◆ PROBLEM DETAILS ◆
Search the records for the string "other" and report how many lines contain it, with nothing else.

Saved data entries:
____________
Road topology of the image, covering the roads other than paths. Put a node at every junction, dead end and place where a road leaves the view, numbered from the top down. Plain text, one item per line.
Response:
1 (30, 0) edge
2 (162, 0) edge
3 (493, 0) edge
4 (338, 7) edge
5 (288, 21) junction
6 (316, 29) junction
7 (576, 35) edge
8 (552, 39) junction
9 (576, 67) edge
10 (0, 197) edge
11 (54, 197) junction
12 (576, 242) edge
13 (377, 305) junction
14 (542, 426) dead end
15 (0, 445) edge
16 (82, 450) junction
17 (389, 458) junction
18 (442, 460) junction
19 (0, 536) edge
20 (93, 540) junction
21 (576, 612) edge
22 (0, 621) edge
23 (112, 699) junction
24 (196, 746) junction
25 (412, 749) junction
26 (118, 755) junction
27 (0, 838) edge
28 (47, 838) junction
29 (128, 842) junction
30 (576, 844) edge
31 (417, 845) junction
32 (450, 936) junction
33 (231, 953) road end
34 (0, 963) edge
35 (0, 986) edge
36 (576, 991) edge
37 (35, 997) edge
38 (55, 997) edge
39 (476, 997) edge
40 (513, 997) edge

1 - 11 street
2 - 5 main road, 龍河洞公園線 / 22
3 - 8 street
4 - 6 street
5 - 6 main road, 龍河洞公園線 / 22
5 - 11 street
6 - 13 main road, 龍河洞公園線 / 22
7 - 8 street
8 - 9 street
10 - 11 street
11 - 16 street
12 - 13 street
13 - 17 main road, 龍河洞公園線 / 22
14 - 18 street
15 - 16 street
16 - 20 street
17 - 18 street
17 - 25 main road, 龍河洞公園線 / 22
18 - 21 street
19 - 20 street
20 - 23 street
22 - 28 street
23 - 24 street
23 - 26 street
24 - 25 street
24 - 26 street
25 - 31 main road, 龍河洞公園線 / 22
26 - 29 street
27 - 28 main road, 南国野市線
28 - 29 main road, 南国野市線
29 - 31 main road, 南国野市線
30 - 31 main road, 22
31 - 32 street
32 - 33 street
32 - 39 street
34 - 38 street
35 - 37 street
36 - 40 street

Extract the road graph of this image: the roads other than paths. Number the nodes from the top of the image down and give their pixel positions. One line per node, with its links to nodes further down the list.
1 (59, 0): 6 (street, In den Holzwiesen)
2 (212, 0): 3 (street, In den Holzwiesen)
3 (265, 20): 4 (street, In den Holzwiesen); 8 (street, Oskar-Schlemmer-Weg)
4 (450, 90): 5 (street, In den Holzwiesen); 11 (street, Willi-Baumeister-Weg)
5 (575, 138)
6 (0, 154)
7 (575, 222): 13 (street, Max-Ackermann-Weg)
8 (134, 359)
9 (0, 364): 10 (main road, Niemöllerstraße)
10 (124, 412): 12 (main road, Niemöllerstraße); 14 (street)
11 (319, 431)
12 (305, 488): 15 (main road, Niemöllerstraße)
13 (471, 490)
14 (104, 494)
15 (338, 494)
____________
◆ TASK SOLUTION ◆
2